Working While on Maternity or Parental Leave
EI maternity and parental benefits fall under the same Working While on Claim (WWC) rules as regular EI. You can work during your leave, but any earnings reduce your weekly benefit payment.
The Working While on Claim Formula
For every dollar you earn from employment:
- 50 cents is deducted from your EI benefit
- Once your earnings hit 90% of your original weekly insurable earnings, any amount above is deducted dollar for dollar
Your “threshold” is specific to you — it is 90% of your weekly insurable earnings from before you went on leave.
Example: $900/week insurable earnings (threshold = $810)
| Work earnings that week | EI deduction | EI received |
|---|---|---|
| $0 | $0 | $495 (55% of $900) |
| $200 | $100 | $395 |
| $500 | $250 | $245 |
| $810 | $405 | $90 |
| $900 | $405 + $90 = $495 | $0 |
Why Work During Parental Leave?
Many parents take on limited work during parental leave for financial reasons, to maintain client relationships (self-employed), or to fulfil notice obligations. The WWC rules allow this without completely eliminating EI.
Common examples:
- Freelancers or self-employed parents who need to respond to clients occasionally
- Contract workers who pick up a short project
- Employees working partial weeks while transitioning back
Employer Top-Up Payments: A Different Category
Employer top-up pay under a registered Supplemental Unemployment Benefit (SUB) plan is treated differently from working while on claim:
| Payment type | Impact on EI |
|---|---|
| Registered SUB plan top-up | Does NOT reduce EI |
| Working hours/freelance income | Reduces EI under WWC formula |
| Ad hoc bonus or unregistered top-up | May reduce EI — contact Service Canada |
If your employer tops up your pay informally (not through a registered plan), Service Canada may treat it as earnings.
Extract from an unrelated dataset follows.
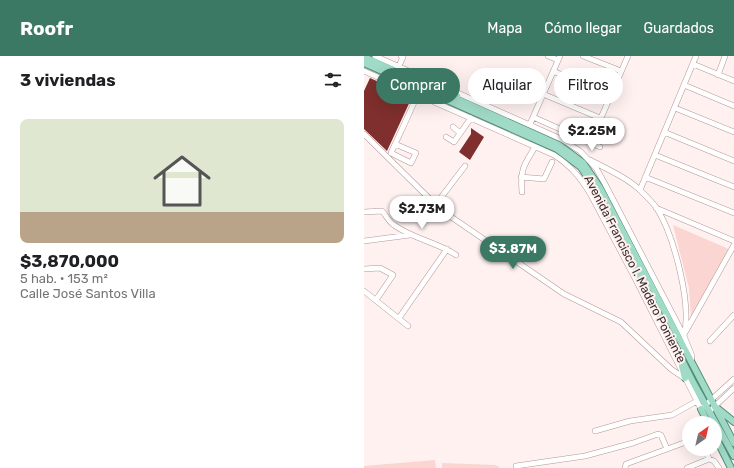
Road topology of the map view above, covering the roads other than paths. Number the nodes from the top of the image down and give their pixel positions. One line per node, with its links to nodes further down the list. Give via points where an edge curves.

EI Repayment: Maternity and Parental Benefits Are Exempt
Unlike regular EI, maternity and parental benefits are fully exempt from the Social Benefits Repayment. Even if your total income for the year is high, you will not owe the 30% clawback on these benefit types.
| EI benefit type | Subject to Social Benefits Repayment? |
|---|---|
| Regular EI benefits | Yes, if income > ~$65,700 |
| EI maternity benefits | No — exempt |
| EI parental benefits (standard or extended) | No — exempt |
| EI sickness benefits | No — exempt |
| Compassionate care benefits | No — exempt |
You will still owe income tax on maternity and parental benefits — they are taxable income. The exemption only applies to the repayment clawback.
Standard vs. Extended Parental Leave
The earnings rules are the same for both, but note the payment differences:
| Option | Duration | Weekly rate |
|---|---|---|
| Standard parental (shared or single) | 35 weeks | 55% of insurable earnings (max ~$695/wk) |
| Extended parental (shared or single) | 61 weeks | 33% of insurable earnings (max ~$417/wk) |
At the lower 33% rate under extended leave, you give up more relative benefit per dollar earned — so a small amount of work income has a proportionally larger impact.
Quebec (QPIP) Rules Are Different
Quebec workers receive Quebec Parental Insurance Plan (QPIP) benefits instead of federal EI maternity/parental benefits. QPIP has its own earnings rules:
- You can earn up to 25% of your weekly benefit amount without any deduction
- Earnings above that 25% are deducted dollar for dollar
- QPIP has more generous coverage and different rates than federal EI
If you are a Quebec resident, refer to the QPIP guide for specifics.
How to Report Your Earnings
If you earn money during maternity or parental leave, you must report it on your bi-weekly EI report via My Service Canada Account. Report earnings in the week the work was performed, not when you are paid.
Not reporting is the most common mistake. All work activity — including freelance, occasional consulting, and gig work — must be reported.